An exact copy of the listing below is required.
*** Opening Entries provided ***
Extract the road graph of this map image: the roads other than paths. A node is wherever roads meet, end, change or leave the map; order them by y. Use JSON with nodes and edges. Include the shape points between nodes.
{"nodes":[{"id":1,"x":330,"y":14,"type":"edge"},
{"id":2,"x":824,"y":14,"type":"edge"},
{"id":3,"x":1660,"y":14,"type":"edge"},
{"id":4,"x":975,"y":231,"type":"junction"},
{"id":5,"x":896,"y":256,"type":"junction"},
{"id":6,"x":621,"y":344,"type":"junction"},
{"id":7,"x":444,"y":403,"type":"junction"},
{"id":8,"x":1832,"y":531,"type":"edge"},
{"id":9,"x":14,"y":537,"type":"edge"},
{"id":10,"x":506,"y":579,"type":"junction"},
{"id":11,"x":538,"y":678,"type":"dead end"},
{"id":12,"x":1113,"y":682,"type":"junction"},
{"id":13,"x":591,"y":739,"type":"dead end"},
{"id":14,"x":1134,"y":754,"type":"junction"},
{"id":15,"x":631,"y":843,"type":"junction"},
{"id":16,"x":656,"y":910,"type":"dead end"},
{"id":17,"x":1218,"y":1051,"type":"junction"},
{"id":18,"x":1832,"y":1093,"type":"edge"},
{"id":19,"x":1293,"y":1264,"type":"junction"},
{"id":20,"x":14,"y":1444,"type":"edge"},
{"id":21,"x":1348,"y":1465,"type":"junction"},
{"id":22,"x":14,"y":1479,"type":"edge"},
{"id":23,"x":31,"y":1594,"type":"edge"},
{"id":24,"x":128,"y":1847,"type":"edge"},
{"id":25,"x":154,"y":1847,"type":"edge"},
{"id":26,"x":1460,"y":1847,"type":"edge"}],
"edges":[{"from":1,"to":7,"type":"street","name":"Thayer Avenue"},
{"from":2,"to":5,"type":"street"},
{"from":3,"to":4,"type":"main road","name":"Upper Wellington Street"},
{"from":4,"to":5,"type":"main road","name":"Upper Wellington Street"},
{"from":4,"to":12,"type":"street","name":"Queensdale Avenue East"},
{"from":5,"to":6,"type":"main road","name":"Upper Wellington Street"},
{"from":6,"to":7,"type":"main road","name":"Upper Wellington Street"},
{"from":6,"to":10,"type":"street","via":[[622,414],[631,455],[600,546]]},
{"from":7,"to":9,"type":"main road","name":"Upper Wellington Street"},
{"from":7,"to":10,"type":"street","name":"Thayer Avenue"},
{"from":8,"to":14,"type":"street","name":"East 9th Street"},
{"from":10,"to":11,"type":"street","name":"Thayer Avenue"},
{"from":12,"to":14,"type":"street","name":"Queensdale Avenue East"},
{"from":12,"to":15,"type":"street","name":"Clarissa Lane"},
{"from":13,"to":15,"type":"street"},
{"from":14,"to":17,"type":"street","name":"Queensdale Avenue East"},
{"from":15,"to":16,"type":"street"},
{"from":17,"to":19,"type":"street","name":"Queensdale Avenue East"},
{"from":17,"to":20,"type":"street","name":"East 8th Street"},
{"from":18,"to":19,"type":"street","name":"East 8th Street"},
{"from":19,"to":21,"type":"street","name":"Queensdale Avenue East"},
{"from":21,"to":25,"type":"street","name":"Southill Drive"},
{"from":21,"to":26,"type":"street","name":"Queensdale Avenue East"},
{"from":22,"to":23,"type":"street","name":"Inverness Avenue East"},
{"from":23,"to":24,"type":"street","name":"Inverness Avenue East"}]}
*** Closing Entries provided ***
» Solution to this exercise:
Extract the road graph of this map image: the roads other than paths. A node is wherever roads meet, end, change or leave the map; order them by y. Use JSON with nodes and edges. Include the shape points between nodes.
{"nodes":[{"id":1,"x":330,"y":14,"type":"edge"},
{"id":2,"x":824,"y":14,"type":"edge"},
{"id":3,"x":1660,"y":14,"type":"edge"},
{"id":4,"x":975,"y":231,"type":"junction"},
{"id":5,"x":896,"y":256,"type":"junction"},
{"id":6,"x":621,"y":344,"type":"junction"},
{"id":7,"x":444,"y":403,"type":"junction"},
{"id":8,"x":1832,"y":531,"type":"edge"},
{"id":9,"x":14,"y":537,"type":"edge"},
{"id":10,"x":506,"y":579,"type":"junction"},
{"id":11,"x":538,"y":678,"type":"dead end"},
{"id":12,"x":1113,"y":682,"type":"junction"},
{"id":13,"x":591,"y":739,"type":"dead end"},
{"id":14,"x":1134,"y":754,"type":"junction"},
{"id":15,"x":631,"y":843,"type":"junction"},
{"id":16,"x":656,"y":910,"type":"dead end"},
{"id":17,"x":1218,"y":1051,"type":"junction"},
{"id":18,"x":1832,"y":1093,"type":"edge"},
{"id":19,"x":1293,"y":1264,"type":"junction"},
{"id":20,"x":14,"y":1444,"type":"edge"},
{"id":21,"x":1348,"y":1465,"type":"junction"},
{"id":22,"x":14,"y":1479,"type":"edge"},
{"id":23,"x":31,"y":1594,"type":"edge"},
{"id":24,"x":128,"y":1847,"type":"edge"},
{"id":25,"x":154,"y":1847,"type":"edge"},
{"id":26,"x":1460,"y":1847,"type":"edge"}],
"edges":[{"from":1,"to":7,"type":"street","name":"Thayer Avenue"},
{"from":2,"to":5,"type":"street"},
{"from":3,"to":4,"type":"main road","name":"Upper Wellington Street"},
{"from":4,"to":5,"type":"main road","name":"Upper Wellington Street"},
{"from":4,"to":12,"type":"street","name":"Queensdale Avenue East"},
{"from":5,"to":6,"type":"main road","name":"Upper Wellington Street"},
{"from":6,"to":7,"type":"main road","name":"Upper Wellington Street"},
{"from":6,"to":10,"type":"street","via":[[622,414],[631,455],[600,546]]},
{"from":7,"to":9,"type":"main road","name":"Upper Wellington Street"},
{"from":7,"to":10,"type":"street","name":"Thayer Avenue"},
{"from":8,"to":14,"type":"street","name":"East 9th Street"},
{"from":10,"to":11,"type":"street","name":"Thayer Avenue"},
{"from":12,"to":14,"type":"street","name":"Queensdale Avenue East"},
{"from":12,"to":15,"type":"street","name":"Clarissa Lane"},
{"from":13,"to":15,"type":"street"},
{"from":14,"to":17,"type":"street","name":"Queensdale Avenue East"},
{"from":15,"to":16,"type":"street"},
{"from":17,"to":19,"type":"street","name":"Queensdale Avenue East"},
{"from":17,"to":20,"type":"street","name":"East 8th Street"},
{"from":18,"to":19,"type":"street","name":"East 8th Street"},
{"from":19,"to":21,"type":"street","name":"Queensdale Avenue East"},
{"from":21,"to":25,"type":"street","name":"Southill Drive"},
{"from":21,"to":26,"type":"street","name":"Queensdale Avenue East"},
{"from":22,"to":23,"type":"street","name":"Inverness Avenue East"},
{"from":23,"to":24,"type":"street","name":"Inverness Avenue East"}]}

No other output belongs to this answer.